Confieso que, frente a los mensajes más patrióticos, de exaltación de la fe y los valores de Norteamérica, prefiero esos otros de mayor llaneza, cargados de la sabiduría de la vida o de una extrema lucidez para retratar la sociedad de su tiempo, para soñarla también. Entre mis favoritas, de entre todas las cartas de Crónica de mí mismo, hay una que el autor escribió en 1891 a Wallace Wood, de The New York Herald, quien le pedía que participase en un simposio sobre “la cuestión ética y antropológica del Hombre del Futuro”. En ella, haciendo gala de su capacidad para anticiparse a su tiempo, él, que tanto había alabado las virtudes de su país, le decía: “No creo que haya mejores oportunidades que las que se ofrecen en nuestros estados a día de hoy: la educación pública, la libertad de opinión, prensa, credo, movimientos, etc., etc.
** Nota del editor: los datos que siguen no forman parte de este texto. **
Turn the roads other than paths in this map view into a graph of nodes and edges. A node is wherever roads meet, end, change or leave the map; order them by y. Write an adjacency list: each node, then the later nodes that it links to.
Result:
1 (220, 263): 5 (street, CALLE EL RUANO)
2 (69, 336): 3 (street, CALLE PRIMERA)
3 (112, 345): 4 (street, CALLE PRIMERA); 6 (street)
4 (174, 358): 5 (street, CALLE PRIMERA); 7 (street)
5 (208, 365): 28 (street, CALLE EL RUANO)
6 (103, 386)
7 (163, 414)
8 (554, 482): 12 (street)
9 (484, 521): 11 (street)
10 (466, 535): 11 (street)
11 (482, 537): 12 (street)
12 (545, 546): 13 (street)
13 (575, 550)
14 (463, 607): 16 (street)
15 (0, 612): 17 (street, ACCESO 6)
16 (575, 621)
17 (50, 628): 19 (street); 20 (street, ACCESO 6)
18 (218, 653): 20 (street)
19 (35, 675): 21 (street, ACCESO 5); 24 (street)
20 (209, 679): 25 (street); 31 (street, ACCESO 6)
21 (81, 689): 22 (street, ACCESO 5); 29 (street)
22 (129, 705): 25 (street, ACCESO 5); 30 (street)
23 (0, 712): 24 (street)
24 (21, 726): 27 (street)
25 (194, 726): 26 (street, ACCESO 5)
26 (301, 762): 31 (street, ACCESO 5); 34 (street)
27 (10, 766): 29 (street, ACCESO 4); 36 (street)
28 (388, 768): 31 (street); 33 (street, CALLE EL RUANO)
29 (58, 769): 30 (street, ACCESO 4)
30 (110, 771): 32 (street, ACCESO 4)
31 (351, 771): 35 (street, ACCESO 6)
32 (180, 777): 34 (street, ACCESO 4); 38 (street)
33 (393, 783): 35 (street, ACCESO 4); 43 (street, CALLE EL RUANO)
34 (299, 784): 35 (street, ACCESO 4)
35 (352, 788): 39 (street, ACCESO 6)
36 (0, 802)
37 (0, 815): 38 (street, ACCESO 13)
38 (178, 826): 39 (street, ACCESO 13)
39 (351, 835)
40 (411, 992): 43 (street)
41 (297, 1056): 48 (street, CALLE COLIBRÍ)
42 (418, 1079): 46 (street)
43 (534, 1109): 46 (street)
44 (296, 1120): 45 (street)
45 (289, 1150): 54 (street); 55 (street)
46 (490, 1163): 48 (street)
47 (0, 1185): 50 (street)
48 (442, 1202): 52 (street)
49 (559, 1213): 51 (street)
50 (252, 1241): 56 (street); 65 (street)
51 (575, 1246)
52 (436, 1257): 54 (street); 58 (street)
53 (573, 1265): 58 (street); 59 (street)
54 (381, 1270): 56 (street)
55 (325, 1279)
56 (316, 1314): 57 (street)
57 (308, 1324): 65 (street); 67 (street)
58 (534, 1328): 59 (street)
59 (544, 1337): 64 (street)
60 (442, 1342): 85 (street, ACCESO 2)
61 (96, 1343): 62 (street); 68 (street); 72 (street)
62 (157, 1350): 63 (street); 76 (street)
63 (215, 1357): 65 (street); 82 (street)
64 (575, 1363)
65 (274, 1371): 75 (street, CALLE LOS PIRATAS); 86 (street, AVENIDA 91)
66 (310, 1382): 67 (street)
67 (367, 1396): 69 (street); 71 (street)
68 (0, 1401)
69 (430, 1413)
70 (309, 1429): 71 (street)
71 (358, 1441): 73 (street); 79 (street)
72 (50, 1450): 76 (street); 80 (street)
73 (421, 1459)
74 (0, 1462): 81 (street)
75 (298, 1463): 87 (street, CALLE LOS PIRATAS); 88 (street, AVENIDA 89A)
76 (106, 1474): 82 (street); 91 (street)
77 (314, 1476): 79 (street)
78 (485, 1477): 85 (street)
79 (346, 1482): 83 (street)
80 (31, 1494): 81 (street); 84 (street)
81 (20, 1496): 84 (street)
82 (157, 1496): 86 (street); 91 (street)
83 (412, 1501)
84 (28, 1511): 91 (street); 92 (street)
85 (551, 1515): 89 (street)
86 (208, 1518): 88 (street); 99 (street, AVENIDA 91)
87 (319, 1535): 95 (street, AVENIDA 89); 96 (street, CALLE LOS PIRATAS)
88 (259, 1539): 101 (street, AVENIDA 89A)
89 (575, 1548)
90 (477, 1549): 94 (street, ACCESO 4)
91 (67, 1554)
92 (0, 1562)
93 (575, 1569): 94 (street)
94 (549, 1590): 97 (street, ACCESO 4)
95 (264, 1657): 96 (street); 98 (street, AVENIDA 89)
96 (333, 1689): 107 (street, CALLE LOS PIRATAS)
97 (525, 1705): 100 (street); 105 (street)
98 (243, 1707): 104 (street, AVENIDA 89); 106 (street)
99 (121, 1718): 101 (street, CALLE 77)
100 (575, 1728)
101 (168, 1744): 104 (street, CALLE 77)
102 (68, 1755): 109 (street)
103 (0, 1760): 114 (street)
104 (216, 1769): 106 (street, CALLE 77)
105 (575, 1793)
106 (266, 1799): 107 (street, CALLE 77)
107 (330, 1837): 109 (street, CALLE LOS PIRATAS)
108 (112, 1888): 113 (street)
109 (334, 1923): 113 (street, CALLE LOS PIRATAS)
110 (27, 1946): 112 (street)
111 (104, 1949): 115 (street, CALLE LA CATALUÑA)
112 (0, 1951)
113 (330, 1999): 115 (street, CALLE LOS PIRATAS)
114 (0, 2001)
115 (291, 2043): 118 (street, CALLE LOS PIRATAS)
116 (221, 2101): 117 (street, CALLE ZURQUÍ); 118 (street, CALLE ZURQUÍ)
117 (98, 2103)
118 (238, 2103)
Sin embargo, y para variar, quizá debería ofrecer mi ayuda quejándome un poco (…) Parece ser que la tendencia de esta mancomunidad es la de favorecer, requerir y criar sobre todo a hombres avispados (…) Diría que los ciudadanos del Nuevo Mundo corremos el riesgo de convertirnos en los seres más taimados, ladinos, astutos y tramposos que hayan existido nunca. Tales cualidades se están introduciendo en nuestros negocios, en nuestra política, en nuestra literatura, en nuestro comportamiento, y se están infiltrando en nuestro carácter esencial. Todas las grandes ciudades las exhiben, se diría que Nueva York más que ninguna. Mancillan las espléndidas y saludables cualidades americanas y deberían entenderse como una peligrosa amenaza potencial a la que debemos hacer frente sin reparos”.

De cariz diferente, hay otra misiva destinada a Harry Stafford, su joven amigo, en 1882, en la que le decía: “Hay que mirar hacia delante y “lanzar las penas al viento”; al fin y al cabo, la tristeza reside en uno mismo y no depende del exterior. La vida es como el tiempo, tienes que aceptarla tal como venga  y puedes hacer que vaya bien sólo con proponértelo (y prepararte convenientemente para la lluvia y la nieve)”.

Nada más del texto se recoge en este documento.